Once you reach the line that contains "Build a routing", retype it and every line after it exactly, ending with the last line of the entries.

(Stored data entries)
▼

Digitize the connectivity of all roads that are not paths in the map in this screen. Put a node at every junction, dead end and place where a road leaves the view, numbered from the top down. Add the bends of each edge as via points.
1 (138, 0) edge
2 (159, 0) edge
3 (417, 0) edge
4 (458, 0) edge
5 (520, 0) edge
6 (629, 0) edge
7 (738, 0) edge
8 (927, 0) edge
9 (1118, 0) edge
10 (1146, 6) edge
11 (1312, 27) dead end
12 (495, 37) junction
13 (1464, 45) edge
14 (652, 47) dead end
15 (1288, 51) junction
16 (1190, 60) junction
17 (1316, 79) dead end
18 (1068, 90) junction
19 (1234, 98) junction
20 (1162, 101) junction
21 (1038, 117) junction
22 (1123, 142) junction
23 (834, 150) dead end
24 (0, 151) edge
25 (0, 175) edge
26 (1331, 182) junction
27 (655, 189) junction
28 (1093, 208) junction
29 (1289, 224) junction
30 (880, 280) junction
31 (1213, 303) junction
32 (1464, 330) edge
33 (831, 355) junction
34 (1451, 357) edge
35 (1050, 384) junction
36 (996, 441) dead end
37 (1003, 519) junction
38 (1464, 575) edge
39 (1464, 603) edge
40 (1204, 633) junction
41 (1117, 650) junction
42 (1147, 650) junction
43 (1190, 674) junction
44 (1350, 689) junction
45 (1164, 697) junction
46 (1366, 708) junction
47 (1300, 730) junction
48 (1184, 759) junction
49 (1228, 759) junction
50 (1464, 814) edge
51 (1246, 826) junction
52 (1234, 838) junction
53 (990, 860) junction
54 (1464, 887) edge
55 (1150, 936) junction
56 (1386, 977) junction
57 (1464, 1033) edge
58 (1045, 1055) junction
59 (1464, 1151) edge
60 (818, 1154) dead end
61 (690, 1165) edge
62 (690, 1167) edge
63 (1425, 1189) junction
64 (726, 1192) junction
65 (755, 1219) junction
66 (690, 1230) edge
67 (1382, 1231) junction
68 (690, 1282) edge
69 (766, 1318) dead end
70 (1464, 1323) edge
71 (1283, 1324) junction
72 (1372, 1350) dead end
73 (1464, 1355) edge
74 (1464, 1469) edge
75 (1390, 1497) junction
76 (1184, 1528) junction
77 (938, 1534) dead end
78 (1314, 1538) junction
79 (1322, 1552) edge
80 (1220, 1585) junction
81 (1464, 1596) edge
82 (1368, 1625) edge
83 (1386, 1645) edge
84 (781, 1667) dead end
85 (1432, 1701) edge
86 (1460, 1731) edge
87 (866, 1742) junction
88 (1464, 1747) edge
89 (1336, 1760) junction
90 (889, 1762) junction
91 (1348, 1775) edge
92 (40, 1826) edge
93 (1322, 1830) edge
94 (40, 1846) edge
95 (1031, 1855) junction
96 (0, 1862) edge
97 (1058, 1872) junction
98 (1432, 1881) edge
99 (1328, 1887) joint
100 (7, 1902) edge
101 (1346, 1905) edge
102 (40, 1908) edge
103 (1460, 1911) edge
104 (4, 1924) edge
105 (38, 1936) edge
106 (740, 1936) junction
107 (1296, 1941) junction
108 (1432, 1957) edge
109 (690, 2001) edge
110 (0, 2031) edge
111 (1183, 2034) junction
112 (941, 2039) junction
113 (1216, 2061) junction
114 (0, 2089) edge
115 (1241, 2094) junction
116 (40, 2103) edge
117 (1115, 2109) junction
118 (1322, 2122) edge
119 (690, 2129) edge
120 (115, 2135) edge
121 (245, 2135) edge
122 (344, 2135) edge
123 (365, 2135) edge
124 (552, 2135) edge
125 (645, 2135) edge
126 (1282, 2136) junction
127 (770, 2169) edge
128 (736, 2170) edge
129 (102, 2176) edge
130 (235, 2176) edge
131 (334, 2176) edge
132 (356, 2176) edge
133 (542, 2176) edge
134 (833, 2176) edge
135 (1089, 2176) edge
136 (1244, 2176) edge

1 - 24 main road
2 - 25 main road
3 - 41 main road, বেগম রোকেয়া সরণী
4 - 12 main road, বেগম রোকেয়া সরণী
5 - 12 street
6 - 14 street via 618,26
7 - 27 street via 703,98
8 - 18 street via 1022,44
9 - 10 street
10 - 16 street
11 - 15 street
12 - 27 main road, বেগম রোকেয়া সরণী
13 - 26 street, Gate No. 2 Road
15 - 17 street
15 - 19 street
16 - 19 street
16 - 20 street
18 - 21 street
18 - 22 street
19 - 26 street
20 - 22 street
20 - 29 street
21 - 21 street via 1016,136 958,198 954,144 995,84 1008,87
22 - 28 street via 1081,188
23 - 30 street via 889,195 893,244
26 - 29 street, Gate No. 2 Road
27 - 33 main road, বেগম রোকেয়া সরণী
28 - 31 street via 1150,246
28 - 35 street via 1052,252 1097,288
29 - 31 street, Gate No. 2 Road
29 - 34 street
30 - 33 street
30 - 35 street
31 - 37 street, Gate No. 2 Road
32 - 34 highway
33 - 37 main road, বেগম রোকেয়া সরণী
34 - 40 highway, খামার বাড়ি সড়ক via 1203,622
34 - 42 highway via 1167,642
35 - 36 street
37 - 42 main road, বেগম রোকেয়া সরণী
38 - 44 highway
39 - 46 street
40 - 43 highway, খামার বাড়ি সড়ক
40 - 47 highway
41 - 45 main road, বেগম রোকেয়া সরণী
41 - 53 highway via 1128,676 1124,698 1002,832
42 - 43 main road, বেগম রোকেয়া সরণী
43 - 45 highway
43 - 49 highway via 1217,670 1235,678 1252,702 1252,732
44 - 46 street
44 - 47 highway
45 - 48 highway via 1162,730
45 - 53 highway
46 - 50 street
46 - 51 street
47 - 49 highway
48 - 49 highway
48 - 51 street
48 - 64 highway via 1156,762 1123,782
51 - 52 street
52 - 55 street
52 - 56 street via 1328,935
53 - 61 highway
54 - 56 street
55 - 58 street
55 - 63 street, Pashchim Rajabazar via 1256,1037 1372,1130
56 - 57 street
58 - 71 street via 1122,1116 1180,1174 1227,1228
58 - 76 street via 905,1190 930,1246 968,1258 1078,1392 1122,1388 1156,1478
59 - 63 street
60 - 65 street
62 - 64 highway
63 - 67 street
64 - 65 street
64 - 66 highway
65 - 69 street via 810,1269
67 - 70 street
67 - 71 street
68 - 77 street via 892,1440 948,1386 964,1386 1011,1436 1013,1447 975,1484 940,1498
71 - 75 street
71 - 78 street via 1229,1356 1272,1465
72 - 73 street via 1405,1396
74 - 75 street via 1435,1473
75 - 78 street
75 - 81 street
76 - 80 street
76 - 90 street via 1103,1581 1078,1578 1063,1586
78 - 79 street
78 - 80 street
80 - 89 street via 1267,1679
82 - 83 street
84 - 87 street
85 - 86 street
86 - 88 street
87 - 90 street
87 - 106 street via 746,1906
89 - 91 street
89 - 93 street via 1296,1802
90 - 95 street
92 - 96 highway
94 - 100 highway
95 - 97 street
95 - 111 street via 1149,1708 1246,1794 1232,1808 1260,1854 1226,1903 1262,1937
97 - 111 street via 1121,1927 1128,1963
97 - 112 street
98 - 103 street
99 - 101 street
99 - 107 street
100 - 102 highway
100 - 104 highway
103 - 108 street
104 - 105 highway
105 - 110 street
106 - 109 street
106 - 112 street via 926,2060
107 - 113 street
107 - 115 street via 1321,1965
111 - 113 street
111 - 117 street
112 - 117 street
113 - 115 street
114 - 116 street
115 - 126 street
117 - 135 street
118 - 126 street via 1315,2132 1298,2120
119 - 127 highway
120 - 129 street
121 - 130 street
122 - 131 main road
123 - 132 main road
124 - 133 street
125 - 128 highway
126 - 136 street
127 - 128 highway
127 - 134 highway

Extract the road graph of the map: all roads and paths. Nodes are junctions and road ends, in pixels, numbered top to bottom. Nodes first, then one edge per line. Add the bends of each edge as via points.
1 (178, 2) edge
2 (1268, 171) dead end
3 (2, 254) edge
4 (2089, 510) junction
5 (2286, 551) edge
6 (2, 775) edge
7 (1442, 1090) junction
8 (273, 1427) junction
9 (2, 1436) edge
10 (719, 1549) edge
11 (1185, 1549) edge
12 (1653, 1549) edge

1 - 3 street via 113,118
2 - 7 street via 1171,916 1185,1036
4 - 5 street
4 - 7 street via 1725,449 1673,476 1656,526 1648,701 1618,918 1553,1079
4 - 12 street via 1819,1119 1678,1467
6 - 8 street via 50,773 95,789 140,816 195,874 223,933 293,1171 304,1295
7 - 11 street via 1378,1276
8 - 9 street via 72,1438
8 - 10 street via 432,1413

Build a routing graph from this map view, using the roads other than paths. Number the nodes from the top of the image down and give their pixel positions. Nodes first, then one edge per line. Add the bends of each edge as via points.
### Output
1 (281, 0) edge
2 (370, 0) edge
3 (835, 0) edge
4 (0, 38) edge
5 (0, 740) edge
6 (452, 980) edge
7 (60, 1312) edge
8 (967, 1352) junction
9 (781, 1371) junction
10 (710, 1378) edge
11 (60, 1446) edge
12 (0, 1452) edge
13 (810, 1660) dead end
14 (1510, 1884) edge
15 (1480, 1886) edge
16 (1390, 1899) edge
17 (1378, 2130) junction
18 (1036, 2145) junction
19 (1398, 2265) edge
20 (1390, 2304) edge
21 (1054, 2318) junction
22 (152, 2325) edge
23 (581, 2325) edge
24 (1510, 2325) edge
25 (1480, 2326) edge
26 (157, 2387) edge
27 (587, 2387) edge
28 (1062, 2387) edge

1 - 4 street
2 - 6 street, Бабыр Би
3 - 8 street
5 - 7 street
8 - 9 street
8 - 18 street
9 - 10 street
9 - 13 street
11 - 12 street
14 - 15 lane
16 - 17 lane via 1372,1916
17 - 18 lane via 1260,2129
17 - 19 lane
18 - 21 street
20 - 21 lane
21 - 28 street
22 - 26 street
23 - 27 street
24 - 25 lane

▲

(Exercise output)
Build a routing graph from this map view, using the roads other than paths. Number the nodes from the top of the image down and give their pixel positions. Nodes first, then one edge per line. Add the bends of each edge as via points.
### Output
1 (281, 0) edge
2 (370, 0) edge
3 (835, 0) edge
4 (0, 38) edge
5 (0, 740) edge
6 (452, 980) edge
7 (60, 1312) edge
8 (967, 1352) junction
9 (781, 1371) junction
10 (710, 1378) edge
11 (60, 1446) edge
12 (0, 1452) edge
13 (810, 1660) dead end
14 (1510, 1884) edge
15 (1480, 1886) edge
16 (1390, 1899) edge
17 (1378, 2130) junction
18 (1036, 2145) junction
19 (1398, 2265) edge
20 (1390, 2304) edge
21 (1054, 2318) junction
22 (152, 2325) edge
23 (581, 2325) edge
24 (1510, 2325) edge
25 (1480, 2326) edge
26 (157, 2387) edge
27 (587, 2387) edge
28 (1062, 2387) edge

1 - 4 street
2 - 6 street, Бабыр Би
3 - 8 street
5 - 7 street
8 - 9 street
8 - 18 street
9 - 10 street
9 - 13 street
11 - 12 street
14 - 15 lane
16 - 17 lane via 1372,1916
17 - 18 lane via 1260,2129
17 - 19 lane
18 - 21 street
20 - 21 lane
21 - 28 street
22 - 26 street
23 - 27 street
24 - 25 lane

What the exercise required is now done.